In view of the changed situation, the Headquarters of the Supreme Command decided on September 24 to shift the direction of the main strike to the Memel axis in order to cut off and rout Army Group North. The First Baltic Front began regrouping in the region of Šiauliai. The Second and Third Baltic fronts were also ordered to regroup in order to resume the offensive on Riga. On October 5 the troops of the First Baltic Front, assisted by the Thirty-ninth Army of the Third Byelorussian Front, opened the Memel Operation and broke through the enemy defense. Developing the offensive in depth, mobile forces of the front reached the Baltic Sea north and south of Memel (Klaipeda) on October 10 and blocked the port city from the land. Another troop grouping of the front reached the border with East Prussia at Tauragé. By October 22 the Thirty-ninth Army of the Third Byelorussian Front had thrown the enemy back beyond the Nemunas River from Tilsit to Jurburg (Jurbarkas).

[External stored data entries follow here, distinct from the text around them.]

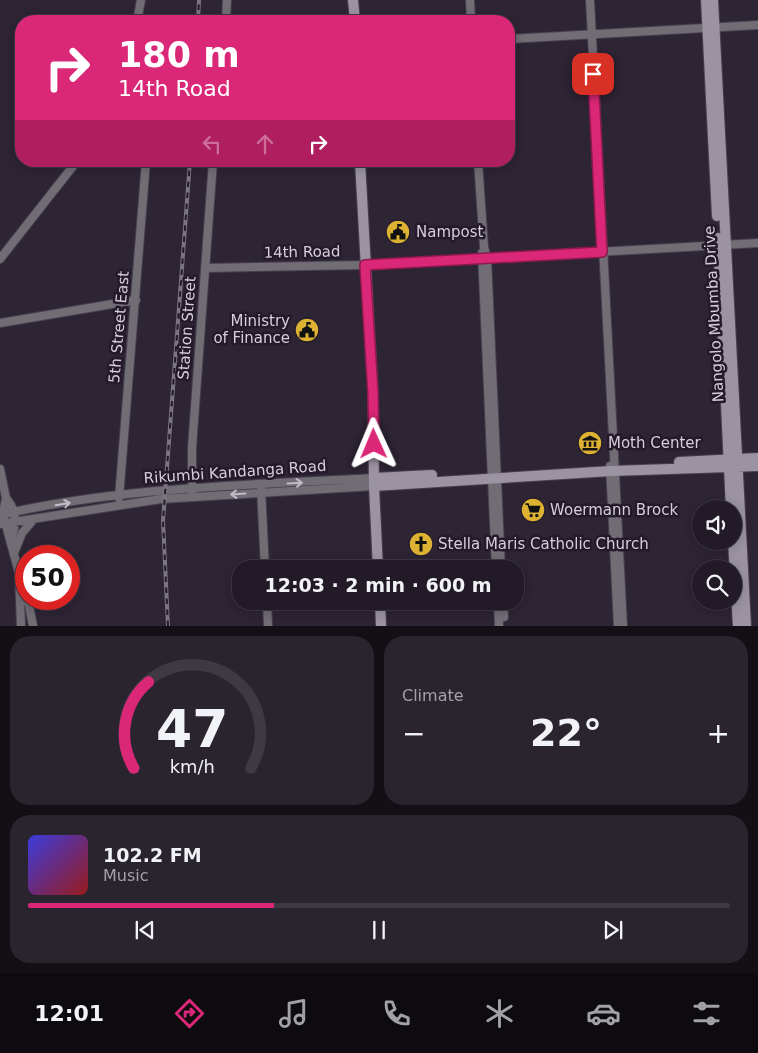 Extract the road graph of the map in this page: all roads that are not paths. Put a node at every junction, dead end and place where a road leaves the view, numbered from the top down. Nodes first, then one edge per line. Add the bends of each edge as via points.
1 (141, 0) edge
2 (227, 0) edge
3 (353, 0) edge
4 (470, 0) edge
5 (590, 0) edge
6 (706, 0) edge
7 (713, 0) edge
8 (138, 15) edge
9 (226, 15) edge
10 (354, 15) edge
11 (471, 15) edge
12 (758, 25) edge
13 (711, 28) junction
14 (591, 34) junction
15 (515, 39) edge
16 (72, 167) edge
17 (146, 167) edge
18 (213, 167) edge
19 (360, 167) edge
20 (478, 167) edge
21 (758, 243) edge
22 (722, 246) junction
23 (602, 252) junction
24 (484, 258) junction
25 (0, 259) edge
26 (365, 265) junction
27 (206, 268) junction
28 (136, 300) junction
29 (0, 322) edge
30 (758, 458) edge
31 (733, 463) junction
32 (613, 466) junction
33 (758, 466) edge
34 (0, 469) edge
35 (758, 472) edge
36 (494, 475) junction
37 (374, 482) junction
38 (738, 482) junction
39 (261, 488) junction
40 (192, 494) junction
41 (119, 496) junction
42 (6, 498) junction
43 (731, 500) edge
44 (119, 504) junction
45 (15, 512) junction
46 (2, 515) edge
47 (34, 519) junction
48 (16, 522) junction
49 (3, 524) edge
50 (11, 539) junction
51 (734, 550) edge
52 (14, 554) junction
53 (15, 560) edge
54 (265, 560) edge
55 (378, 560) edge
56 (496, 560) edge
57 (500, 560) edge
58 (21, 610) edge
59 (30, 610) edge
60 (267, 610) edge
61 (380, 610) edge
62 (498, 610) edge
63 (503, 610) edge
64 (21, 626) edge
65 (33, 626) edge
66 (268, 626) edge
67 (381, 626) edge
68 (499, 626) edge
69 (504, 626) edge
70 (618, 626) edge
71 (623, 626) edge
72 (738, 626) edge
73 (746, 626) edge

1 - 8 street
2 - 9 street
3 - 10 main road
4 - 11 street
5 - 14 street
6 - 13 main road, Nangolo Mbumba Drive
7 - 13 main road, Nangolo Mbumba Drive
12 - 13 street
13 - 14 street
13 - 22 main road, Nangolo Mbumba Drive
14 - 15 street
14 - 23 street
16 - 25 street
17 - 28 street, 5th Street East
18 - 27 street, Station Street
19 - 26 main road
20 - 24 street
21 - 22 street, 14th Road
22 - 23 street, 14th Road
22 - 31 main road, Nangolo Mbumba Drive
23 - 24 street, 14th Road
23 - 32 street
24 - 26 street, 14th Road
24 - 36 street
26 - 27 street, 14th Road
26 - 37 main road via 373,393
27 - 40 street, Station Street via 192,448
28 - 29 street
28 - 41 street, 5th Street East
30 - 31 main road, Rikumbi Kandanga Road
31 - 32 main road, Rikumbi Kandanga Road
31 - 33 main road, Rikumbi Kandanga Road
31 - 38 main road, Nangolo Mbumba Drive
31 - 43 main road, Nangolo Mbumba Drive
32 - 36 main road, Rikumbi Kandanga Road
32 - 70 street
32 - 71 street
34 - 42 street
35 - 38 main road via 743,474
36 - 37 main road, Rikumbi Kandanga Road
36 - 56 street
36 - 57 street
37 - 39 street, Rikumbi Kandanga Road
37 - 55 main road
38 - 73 main road, Nangolo Mbumba Drive
39 - 40 street, Rikumbi Kandanga Road
39 - 54 street
40 - 41 street, Rikumbi Kandanga Road
40 - 44 street, Rikumbi Kandanga Road
41 - 44 street, 5th Street East
45 -> 41 street, Rikumbi Kandanga Road
42 - 45 street
42 - 46 street
44 - 47 street, Rikumbi Kandanga Road
45 - 46 street, Rikumbi Kandanga Road
45 - 48 street
46 - 49 street
47 - 48 street, Rikumbi Kandanga Road
47 - 52 street via 22,533
48 - 49 street, Rikumbi Kandanga Road
48 - 50 street
49 - 50 street
50 - 52 street
51 - 72 main road
52 - 53 street
58 - 64 street
59 - 65 street
60 - 66 street
61 - 67 main road
62 - 68 street
63 - 69 street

The plan of the fascist German command to withdraw Army Group North to East Prussia was foiled. The group was cut off from Army Group Center and was forced to start retreating from Riga to the Courland Peninsula. On the night of October 5, the troops of the Second and Third Baltic fronts resumed the offensive on Riga and, while pursuing the retreating enemy, reached the outer defense perimeter on October 10 and opened the battle for the city on October 12. The troops of the Third Baltic Front liberated the right-bank part of the city on October 13, and the troops of the Second Baltic Front the left-bank of the city on October 15. The Third Baltic Front was deactivated on October 16. The troops of the First and Second Baltic fronts continued the offensive on the Tukums and Saldus axes. By October 31 they reached a line west of Ķemeri and Leckava and south of Liepāja.

The troops of the Leningrad Front, in coordination with the Baltic Fleet, carried out the major part of the Moonsund Operation of 1944 from September 27 to October 10. The Estonian VIII and Latvian 130th rifle corps and the Lithuanian 16th Rifle Division participated in the liberation of the Baltic Region. The successful execution of the missions was ensured by close coordination of the ground troops, the air forces, and the navy.

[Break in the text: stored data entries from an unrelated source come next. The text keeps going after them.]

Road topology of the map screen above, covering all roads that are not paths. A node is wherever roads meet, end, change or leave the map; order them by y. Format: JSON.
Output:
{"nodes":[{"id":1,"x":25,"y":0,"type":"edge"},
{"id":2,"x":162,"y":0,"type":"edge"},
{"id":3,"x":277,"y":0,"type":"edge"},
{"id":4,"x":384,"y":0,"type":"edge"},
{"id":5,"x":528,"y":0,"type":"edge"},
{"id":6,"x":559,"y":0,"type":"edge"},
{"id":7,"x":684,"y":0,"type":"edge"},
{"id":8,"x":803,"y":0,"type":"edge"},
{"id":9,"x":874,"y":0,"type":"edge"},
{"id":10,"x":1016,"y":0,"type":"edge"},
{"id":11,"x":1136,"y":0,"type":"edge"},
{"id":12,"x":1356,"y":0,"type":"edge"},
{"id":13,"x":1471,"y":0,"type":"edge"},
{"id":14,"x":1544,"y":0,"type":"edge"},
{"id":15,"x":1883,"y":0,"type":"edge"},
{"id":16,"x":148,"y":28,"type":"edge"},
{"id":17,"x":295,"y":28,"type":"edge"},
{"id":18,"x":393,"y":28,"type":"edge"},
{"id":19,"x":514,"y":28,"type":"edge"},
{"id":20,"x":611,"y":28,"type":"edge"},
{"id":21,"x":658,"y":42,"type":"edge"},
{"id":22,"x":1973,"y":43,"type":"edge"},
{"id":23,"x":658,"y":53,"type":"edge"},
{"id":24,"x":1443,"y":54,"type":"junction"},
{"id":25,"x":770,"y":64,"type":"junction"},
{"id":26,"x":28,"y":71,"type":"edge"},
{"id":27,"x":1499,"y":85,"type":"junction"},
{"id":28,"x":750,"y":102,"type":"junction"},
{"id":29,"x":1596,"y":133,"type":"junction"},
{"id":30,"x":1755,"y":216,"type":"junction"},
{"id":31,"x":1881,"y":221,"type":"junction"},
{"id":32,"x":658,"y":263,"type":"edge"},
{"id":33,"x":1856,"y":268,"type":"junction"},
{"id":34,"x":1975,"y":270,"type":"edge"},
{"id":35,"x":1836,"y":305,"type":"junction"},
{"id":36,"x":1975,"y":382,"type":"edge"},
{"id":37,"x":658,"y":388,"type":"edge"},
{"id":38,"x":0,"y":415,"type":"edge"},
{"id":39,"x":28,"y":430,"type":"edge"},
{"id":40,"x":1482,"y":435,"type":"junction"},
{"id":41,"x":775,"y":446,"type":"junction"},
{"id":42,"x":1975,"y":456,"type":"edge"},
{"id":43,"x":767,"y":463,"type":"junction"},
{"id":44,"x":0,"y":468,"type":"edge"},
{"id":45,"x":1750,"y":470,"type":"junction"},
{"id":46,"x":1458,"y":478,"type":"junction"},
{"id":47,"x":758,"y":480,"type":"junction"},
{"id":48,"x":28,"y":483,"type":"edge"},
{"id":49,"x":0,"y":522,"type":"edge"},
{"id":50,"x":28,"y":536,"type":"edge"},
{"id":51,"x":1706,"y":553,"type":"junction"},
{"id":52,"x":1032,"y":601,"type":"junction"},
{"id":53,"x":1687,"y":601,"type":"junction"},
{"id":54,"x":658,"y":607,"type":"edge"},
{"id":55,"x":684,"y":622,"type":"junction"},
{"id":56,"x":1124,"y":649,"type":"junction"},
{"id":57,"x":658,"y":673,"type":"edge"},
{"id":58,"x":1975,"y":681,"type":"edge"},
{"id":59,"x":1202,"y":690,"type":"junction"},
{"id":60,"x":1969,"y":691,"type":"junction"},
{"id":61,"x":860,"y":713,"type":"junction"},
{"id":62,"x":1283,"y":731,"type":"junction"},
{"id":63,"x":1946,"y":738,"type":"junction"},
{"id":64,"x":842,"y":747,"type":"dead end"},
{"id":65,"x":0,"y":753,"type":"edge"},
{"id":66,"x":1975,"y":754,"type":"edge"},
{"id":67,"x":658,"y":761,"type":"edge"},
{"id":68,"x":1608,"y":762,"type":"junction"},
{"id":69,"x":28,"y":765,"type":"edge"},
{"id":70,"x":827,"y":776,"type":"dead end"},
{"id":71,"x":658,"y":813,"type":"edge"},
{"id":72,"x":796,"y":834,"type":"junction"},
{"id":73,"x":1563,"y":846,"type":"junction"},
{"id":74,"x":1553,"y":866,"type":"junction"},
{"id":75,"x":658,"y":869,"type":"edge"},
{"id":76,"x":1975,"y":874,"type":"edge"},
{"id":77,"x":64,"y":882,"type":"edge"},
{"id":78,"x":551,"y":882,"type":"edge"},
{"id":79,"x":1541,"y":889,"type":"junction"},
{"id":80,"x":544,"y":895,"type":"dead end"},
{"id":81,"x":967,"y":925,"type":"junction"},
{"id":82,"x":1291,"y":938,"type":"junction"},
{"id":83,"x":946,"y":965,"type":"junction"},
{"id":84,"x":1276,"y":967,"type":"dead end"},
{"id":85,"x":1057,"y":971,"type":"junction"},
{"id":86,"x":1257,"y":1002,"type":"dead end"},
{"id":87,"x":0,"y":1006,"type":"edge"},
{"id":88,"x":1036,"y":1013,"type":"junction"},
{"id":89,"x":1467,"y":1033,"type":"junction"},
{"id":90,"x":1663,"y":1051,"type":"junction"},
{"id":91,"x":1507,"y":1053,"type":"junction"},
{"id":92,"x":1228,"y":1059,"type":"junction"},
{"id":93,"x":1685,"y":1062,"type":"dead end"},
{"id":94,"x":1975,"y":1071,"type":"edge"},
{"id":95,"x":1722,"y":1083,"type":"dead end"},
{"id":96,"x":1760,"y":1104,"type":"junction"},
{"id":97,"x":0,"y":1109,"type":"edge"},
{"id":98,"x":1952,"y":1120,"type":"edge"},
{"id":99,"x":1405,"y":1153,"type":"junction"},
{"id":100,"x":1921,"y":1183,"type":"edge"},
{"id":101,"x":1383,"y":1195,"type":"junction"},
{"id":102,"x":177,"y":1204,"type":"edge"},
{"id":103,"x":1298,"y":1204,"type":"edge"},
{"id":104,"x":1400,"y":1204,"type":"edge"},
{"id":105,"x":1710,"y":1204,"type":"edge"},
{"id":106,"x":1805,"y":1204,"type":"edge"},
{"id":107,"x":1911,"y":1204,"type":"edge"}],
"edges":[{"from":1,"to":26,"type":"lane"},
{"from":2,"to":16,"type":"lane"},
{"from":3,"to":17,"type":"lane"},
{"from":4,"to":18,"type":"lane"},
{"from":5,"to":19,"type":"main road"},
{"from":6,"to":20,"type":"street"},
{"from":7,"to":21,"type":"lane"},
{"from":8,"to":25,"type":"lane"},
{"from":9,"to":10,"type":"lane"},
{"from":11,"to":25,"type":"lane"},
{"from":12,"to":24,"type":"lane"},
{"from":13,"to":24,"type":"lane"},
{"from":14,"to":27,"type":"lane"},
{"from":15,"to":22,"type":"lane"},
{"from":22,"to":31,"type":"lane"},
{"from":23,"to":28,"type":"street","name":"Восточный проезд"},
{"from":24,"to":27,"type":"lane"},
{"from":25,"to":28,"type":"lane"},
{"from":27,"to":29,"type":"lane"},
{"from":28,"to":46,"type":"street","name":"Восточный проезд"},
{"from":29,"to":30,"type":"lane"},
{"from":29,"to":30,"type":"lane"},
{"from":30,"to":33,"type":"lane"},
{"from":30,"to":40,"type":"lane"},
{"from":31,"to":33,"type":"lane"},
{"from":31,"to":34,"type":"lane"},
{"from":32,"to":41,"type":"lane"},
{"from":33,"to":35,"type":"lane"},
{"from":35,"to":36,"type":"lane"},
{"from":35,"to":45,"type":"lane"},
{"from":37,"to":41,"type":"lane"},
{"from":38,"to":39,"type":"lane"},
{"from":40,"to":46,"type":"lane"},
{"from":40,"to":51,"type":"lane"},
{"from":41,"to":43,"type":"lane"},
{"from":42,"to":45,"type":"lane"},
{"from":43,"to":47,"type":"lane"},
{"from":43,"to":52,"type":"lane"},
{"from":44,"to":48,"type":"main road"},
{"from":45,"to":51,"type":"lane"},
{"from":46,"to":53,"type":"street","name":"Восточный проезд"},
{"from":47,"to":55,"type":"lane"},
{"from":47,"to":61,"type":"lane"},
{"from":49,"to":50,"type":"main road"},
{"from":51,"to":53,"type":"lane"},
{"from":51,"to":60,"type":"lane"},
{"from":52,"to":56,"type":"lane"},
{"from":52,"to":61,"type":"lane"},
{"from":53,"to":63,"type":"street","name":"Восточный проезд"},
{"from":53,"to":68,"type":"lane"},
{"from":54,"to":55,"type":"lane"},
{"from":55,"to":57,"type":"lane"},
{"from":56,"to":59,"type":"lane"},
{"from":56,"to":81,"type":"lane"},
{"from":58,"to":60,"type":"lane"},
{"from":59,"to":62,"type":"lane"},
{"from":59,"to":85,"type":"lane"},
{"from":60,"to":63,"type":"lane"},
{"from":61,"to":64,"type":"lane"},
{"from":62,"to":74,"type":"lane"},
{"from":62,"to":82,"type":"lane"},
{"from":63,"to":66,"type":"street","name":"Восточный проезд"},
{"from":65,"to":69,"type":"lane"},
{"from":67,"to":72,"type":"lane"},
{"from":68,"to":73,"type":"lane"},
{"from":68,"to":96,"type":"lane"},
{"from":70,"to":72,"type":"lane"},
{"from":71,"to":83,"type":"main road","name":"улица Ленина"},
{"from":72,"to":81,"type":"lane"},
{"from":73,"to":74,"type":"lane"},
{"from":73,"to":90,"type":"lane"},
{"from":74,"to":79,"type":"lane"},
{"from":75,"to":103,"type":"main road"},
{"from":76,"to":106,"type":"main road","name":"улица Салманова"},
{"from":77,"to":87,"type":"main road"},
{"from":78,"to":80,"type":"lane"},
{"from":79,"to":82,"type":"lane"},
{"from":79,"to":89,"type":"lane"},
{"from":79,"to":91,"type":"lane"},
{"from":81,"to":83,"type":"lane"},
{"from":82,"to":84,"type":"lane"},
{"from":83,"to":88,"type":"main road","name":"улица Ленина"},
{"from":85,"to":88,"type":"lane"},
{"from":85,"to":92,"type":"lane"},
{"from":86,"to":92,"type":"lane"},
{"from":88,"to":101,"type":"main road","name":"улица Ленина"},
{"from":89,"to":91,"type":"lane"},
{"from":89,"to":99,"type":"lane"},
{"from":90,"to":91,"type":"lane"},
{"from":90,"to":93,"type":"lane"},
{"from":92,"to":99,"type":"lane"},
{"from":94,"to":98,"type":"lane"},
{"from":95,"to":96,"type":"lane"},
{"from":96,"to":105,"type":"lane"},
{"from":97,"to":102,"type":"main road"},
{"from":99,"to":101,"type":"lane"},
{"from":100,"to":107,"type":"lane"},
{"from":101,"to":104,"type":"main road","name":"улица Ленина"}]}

As a result of the Baltic Operation of 1944, the liberation of Lithuania, Latvia, and Estonia from fascist occupation was completed, 26 divisions of Army Group North were routed, and three divisions were completely destroyed. The main forces of the grouping—27 divisions and one brigade—were pressed to the sea on the Courland Peninsula and lost their strategic value. The encircled Courland grouping surrendered on May 8, 1945.


Istoriia Velikoi Otechestvennoi voiny Sovetskogo Soiuza. 1941-1945, vol. 4. Moscow, 1962.
Bor’ba za Sovetskuiu Pribaltiku v Velikoi Otechestvennoi mine 1941–1945, vol. 2. Riga, 1967.